We have a set of assumptions about the population. With these assumptions, we suppose the population has a certain shape. The assumed population must then also have a certain parameter.

In contrast to the intangible assumed population and parameter, we have actual data from an observed sample and corresponding sample statistic. Remember that in general samples will resemble the population they were drawn from. But, once we actually visualize our sample it might so happen that our observed sample statistic differs substantially from the assumed parameter...

![](../images/assumed-vs-observed.png)

The question is simple: *could this observed sample statistic have really come from the assumed population?*

If not, there could be some serious repercussions -- chances are our previous set of assumptions about the population this sample came from are wrong! We would need to move to a new set of beliefs about the population.

Otherwise, if it looks like the observed statistic could have feasibly come from the assumed population, then we don't have enough evidence to abandon the assumptions. We can continue operating under those beliefs (for now at least).

\`\`\`{note}

In statistics, these two competing answers to our question give way to the formal definitions of the *null hypothesis* and *alternate hypothesis*:

- The {dterm}`null hypothesis`, denoted $H_0$, is the hypothesis that our assumptions about the population are valid. The null states that the population parameter is truly equal to the assumed value.
    $$H_0: \text{population parameter} = x$$
    Under the belief of this hypothesis, the only reason we managed to observe a sample whose statistic wasn't equal to this parameter value is *wholly do to random chance*.
    
- The {dterm}`alternate hypothesis`, denoted $H_1$, contradicts the null by stating that the true population parameter is *not* equal to the assumed value.
    $$H_1: \text{population parameter} \neq x$$
    or
    $$H_1: \text{population parameter} < x$$
    or
    $$H_1: \text{population parameter} > x$$
    This hypothesis stipulates that there was some reason *other than randomness* that we observed a sample whose statistic wasn't equal to the parameter value -- namely, the population the sample was drawn from doesn't actually have that parameter value.
\`\`\`

But how do we decide whether or not to abandon the null using unwavering, quantitative methods, rather than loose judgements? By harnessing the power of probabilities, of course!

## Simulating our sample

As you know by now, the way we data scientists answer uncertain questions is by answering with a {dterm}`probability`. So, hopefully we can find a way to say "there's an $x\%$ chance the sample statistic could have been generated by sampling from this population."

We already know how to do this! We can use our simulation skills to literally just simulate a ton of random samples from the assumed population, then calculate the probability that these samples exhibit statistics like the one we observed.

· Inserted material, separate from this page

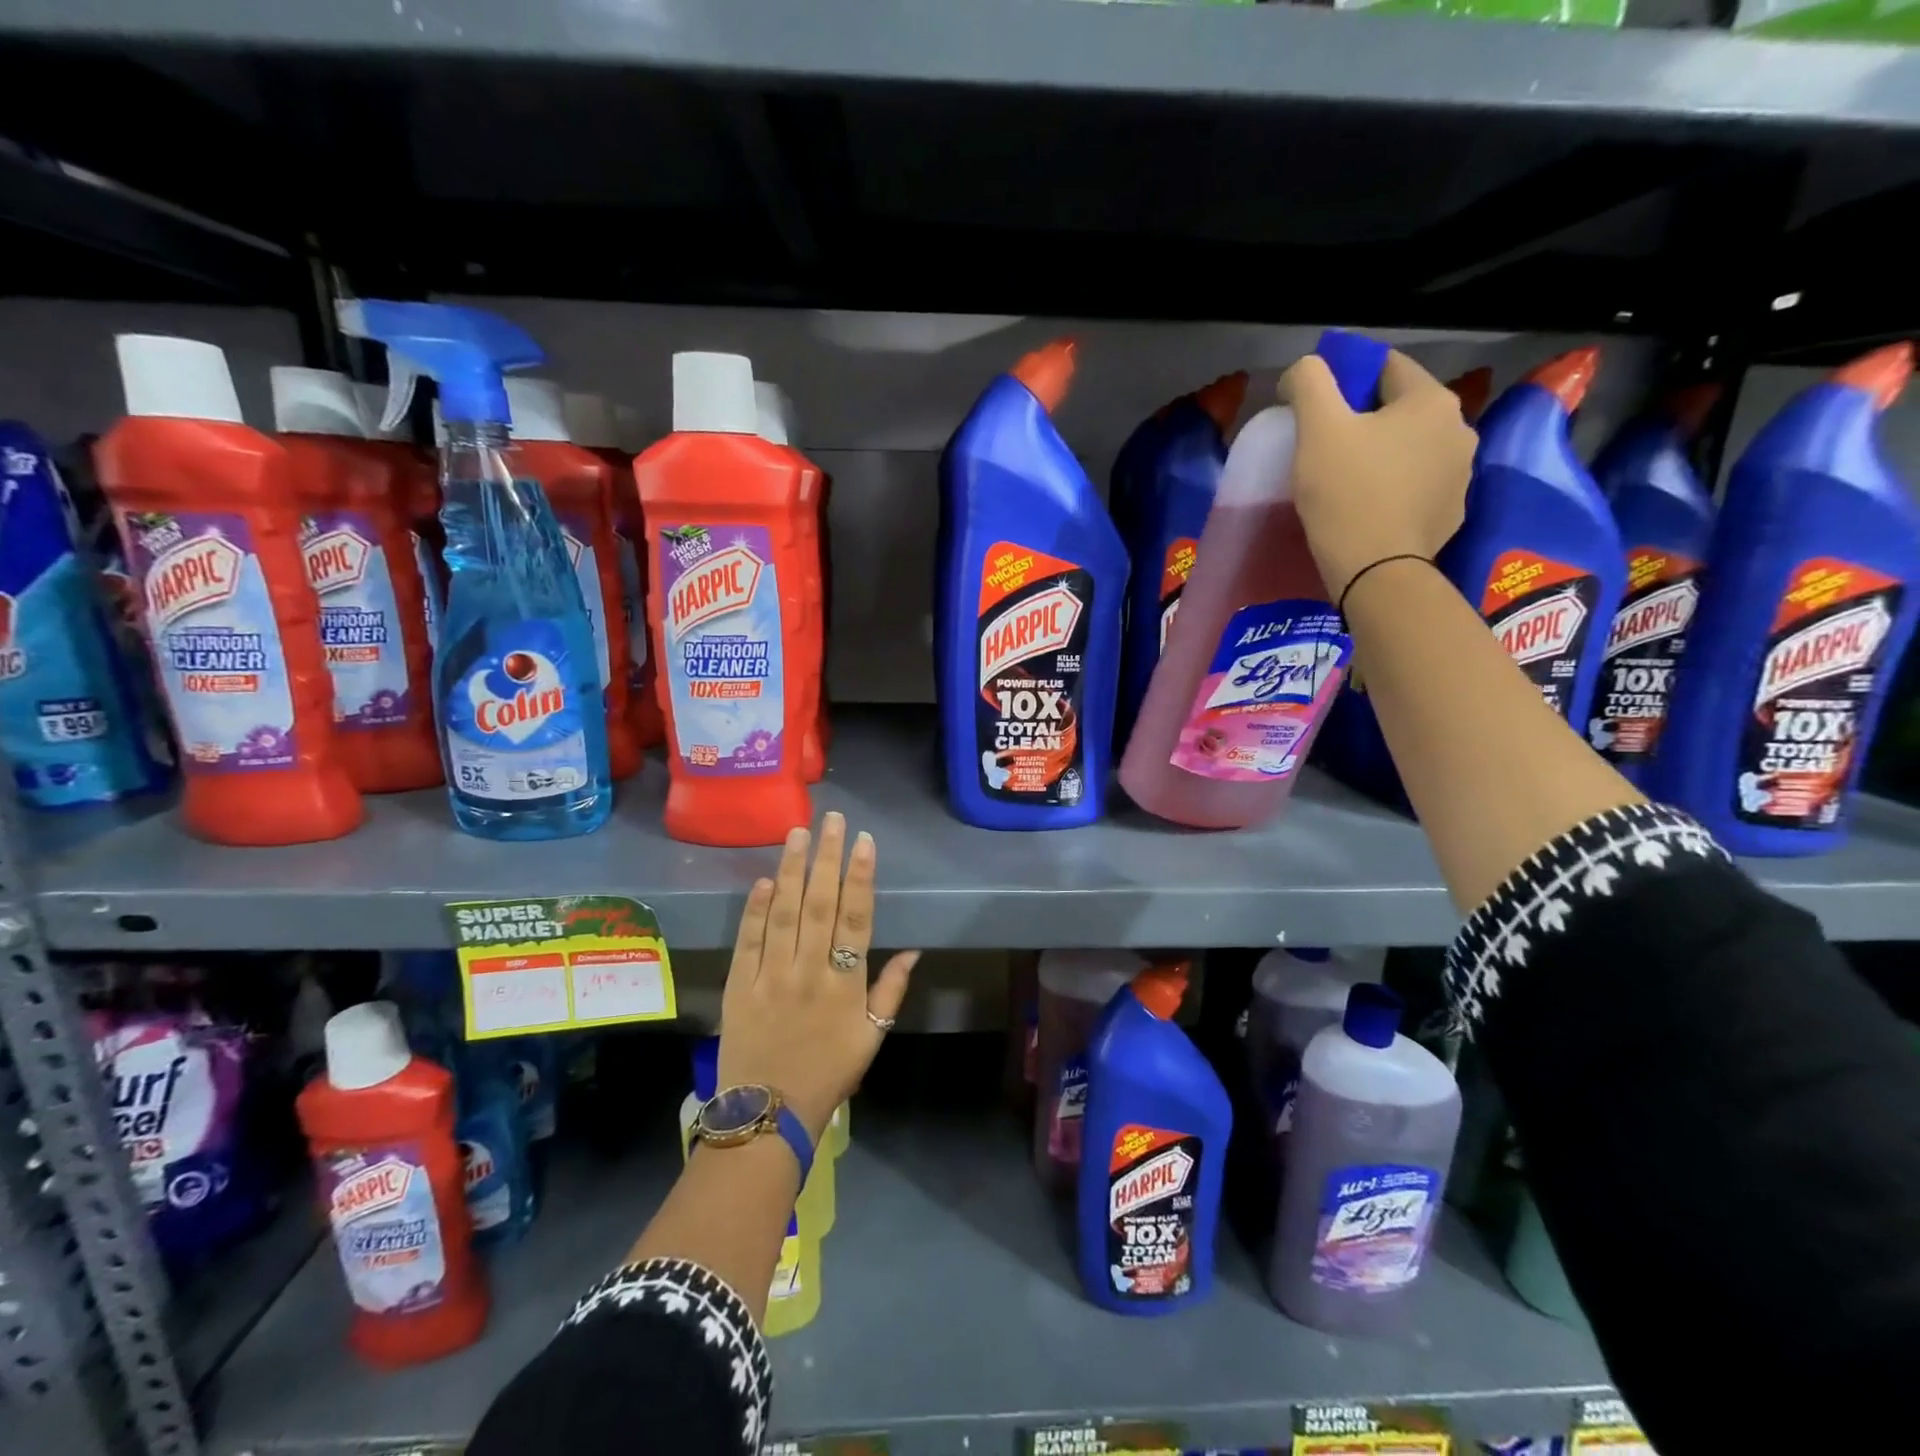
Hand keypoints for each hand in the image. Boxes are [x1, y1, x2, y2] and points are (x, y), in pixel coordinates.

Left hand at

![We draw a bunch of new samples from the assumed population. Each sample in turn generates a sample statistic.](../images/sample-from-population.png)

- if h1 true, then some of these simulated samples should have randomly produced sample statistics that look like the one we originally observed
    - remember, *do to random chance alone*
- let's take a look by drawing the {dterm}`sampling distribution` of the statistics from these simulated samples

![](../images/simulated-statistics.png)